The single family homes were well built and were popular with large families because of their size. There was, and is, a nice variety of apartments to rent mixed in. The Catholic elementary schools and the public high school were held in high regard in the city. It was a great place to raise a family.
What happened? What changed? No one has to tell you.
The housing stock didn't immediately change. The schools had the same buildings and teachers. Same corrupt cops. Same streets and alleys.
The people changed.

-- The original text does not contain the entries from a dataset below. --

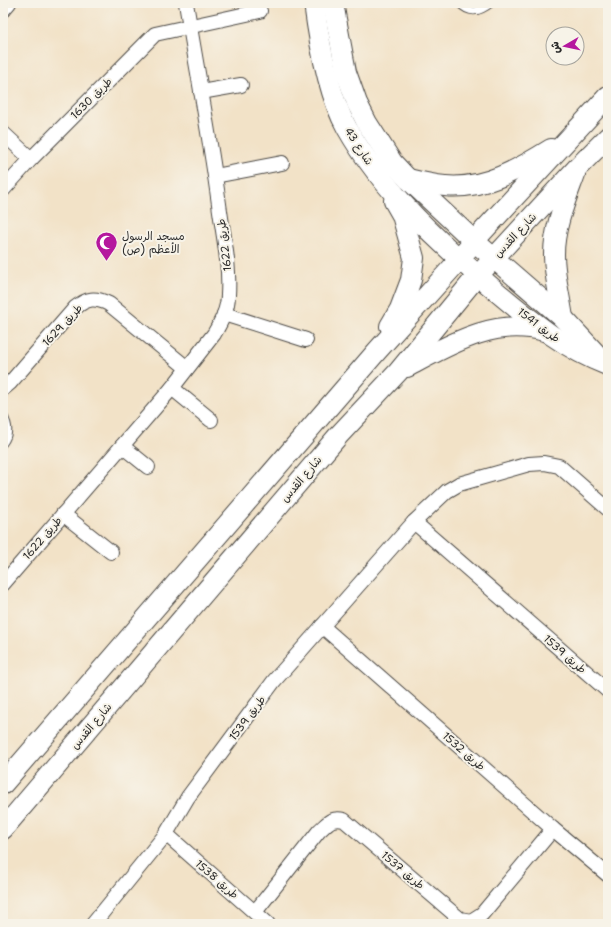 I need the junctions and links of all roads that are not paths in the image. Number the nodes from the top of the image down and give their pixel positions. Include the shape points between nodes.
1 (9, 3) edge
2 (186, 3) edge
3 (314, 3) edge
4 (333, 3) edge
5 (459, 3) edge
6 (491, 3) edge
7 (3, 10) edge
8 (260, 11) dead end
9 (190, 26) junction
10 (241, 85) dead end
11 (201, 92) junction
12 (608, 96) edge
13 (3, 133) edge
14 (608, 137) edge
15 (568, 139) junction
16 (31, 159) junction
17 (282, 163) dead end
18 (577, 168) junction
19 (215, 176) junction
20 (381, 178) junction
21 (408, 179) junction
22 (3, 190) edge
23 (474, 241) junction
24 (494, 257) junction
25 (459, 260) junction
26 (478, 276) junction
27 (224, 314) junction
28 (564, 318) junction
29 (544, 331) junction
30 (306, 340) dead end
31 (377, 351) junction
32 (607, 366) edge
33 (187, 368) junction
34 (398, 372) junction
35 (172, 388) junction
36 (3, 389) edge
37 (3, 415) edge
38 (211, 420) dead end
39 (3, 443) edge
40 (122, 446) junction
41 (148, 467) dead end
42 (608, 509) edge
43 (63, 514) junction
44 (414, 522) junction
45 (111, 552) dead end
46 (4, 581) edge
47 (322, 626) junction
48 (608, 691) edge
49 (3, 784) edge
50 (3, 829) edge
51 (553, 829) junction
52 (166, 834) junction
53 (608, 875) edge
54 (255, 912) junction
55 (93, 924) edge
56 (268, 924) edge

1 - 7 street
2 - 9 street, طريق 1622
3 - 20 main road, شارع 43 via 334,97 346,127
4 - 21 main road, شارع 43 via 346,72 357,102 379,143
5 - 6 lane via 475,12
8 - 9 street
9 - 11 street, طريق 1622
9 - 16 street, طريق 1630 via 152,37
10 - 11 street
11 - 19 street, طريق 1622
12 - 15 main road
13 - 16 street
14 - 18 main road, شارع القدس
15 - 21 main road via 513,170 480,183 446,186
15 - 23 main road
16 - 22 street, طريق 1630
17 - 19 street
18 - 24 main road, شارع القدس
18 - 28 main road via 557,230 554,254
19 - 27 street, طريق 1622 via 227,260 228,296
20 - 25 main road, شارع 43
20 - 31 main road via 402,215 414,258 411,280 400,309
21 - 23 main road, شارع 43
23 - 24 main road, طريق 1541
23 - 25 main road
24 - 26 main road, شارع القدس
24 - 28 main road, طريق 1541
25 - 26 main road, طريق 1541
25 - 31 main road
26 - 29 main road, طريق 1541
26 - 34 main road, شارع القدس
27 - 30 street
27 - 33 street, طريق 1622 via 214,334
28 - 32 main road, طريق 1541
29 - 32 main road, طريق 1541 via 576,352
29 - 34 main road via 530,327 511,327 474,334
31 - 49 main road
33 - 35 street, طريق 1622
33 - 36 street, طريق 1629 via 109,304 91,300 82,302 75,308
34 - 50 main road, شارع القدس via 338,436
35 - 38 street
35 - 40 street, طريق 1622
37 - 39 lane via 8,433
40 - 41 street
40 - 43 street, طريق 1622
42 - 44 street, طريق 1539 via 558,466 544,462 459,484 447,491
43 - 45 street, طريق 1622
43 - 46 street, طريق 1622
44 - 47 street, طريق 1539
44 - 48 street, طريق 1539
47 - 51 street, طريق 1532
47 - 52 street, طريق 1539 via 274,681 188,797
51 - 53 street, طريق 1532
51 - 54 street, طريق 1537 via 482,914 471,920 460,919 344,820 337,818 319,831
52 - 54 street, طريق 1538
52 - 55 street, طريق 1539
54 - 56 street, طريق 1538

The attitudes of the residents changed with the rapid swapping of mostly Irish, Italian and Polish Americans (99 percent white in 1960) to black Americans.
Right at the time the progressive political leaders began to shovel money to build their "Great Society."
It's culture. An ugly political system mixed corruption, race baiting, community organizing, welfare and the resulting irresponsibility to create a toxic stew of broken families, ignorance, crime and nihilism.
The lefties and Democrats can try to ignore this but they are almost as responsible as the gang banging jackasses who shoot one another. Ultimately, they're probably more responsible.
Deflect all you want ("hundreds of years, ya'll this/ judge that"), but blacks were not killing each other like this until about starting only about 50 to 60 years ago. It's now the third or fourth generation of your experiment, and it's failed.
But at least you people on the left can feel morally superior because people suffer, and you care.
Not really, my point is if you want this cycle of poverty and violence to move in a different direction, it takes understanding with open eyes, ears, and minds, rather than a know-it-all attitude. That goes for everyone, including many of the commenters in this thread making judgements from afar or condemning by category.
vivalarepublica wrote:
Y'all are so clueless, it ain't even funny. Understand what it's like to grow up in these neighborhoods and you might understand why things happen like they do. Understand before you judge. They ain't a place for ghetto tourism; real people live here with real lives, and most of them don't partake in the violence or want it.
And hundreds of years of history doesn't erase itself so quickly. Things go in fits and starts, sometimes not always in a positive direction.
I'm not reading any tripe from Ta-NaRaceBaiter Coates, thanks though.
Question for you: My ancestors were German immigrants that settled in Wisconsin after the civil war. They likely never saw a black person in their lives and any they met were free men. At best, they benefitted from slavery in a very, very indirect way. But 99% of their lives and prosperity had nothing to do with slavery.
Should I, as their descendant, be responsible to pay black people for repirations?
Vivalarepublica wrote:
Not really, my point is if you want this cycle of poverty and violence to move in a different direction, it takes understanding with open eyes, ears, and minds, rather than a know-it-all attitude. That goes for everyone, including many of the commenters in this thread making judgements from afar or condemning by category.
You live there? Or are you making judgements from afar?
At least most of the commenters have driven through and live or work nearby. That means that at a minimum at some level they have to deal with this mess.
Here are three questions for you and the rest of the alibi making left.
1) Why is the violence that plagues black ghettos in most large cities so much worse than it was from 60 to 150 years ago when blacks on average were much more poor?
2) Why is the murderous violence in Austin and Englewood today so much worse than in most other black neighborhoods in other cities?
3) Why shouldn't the most racist organization in American history - the Democrat Party - be held morally responsible for its historical oppression of black Americans and current destructive policies?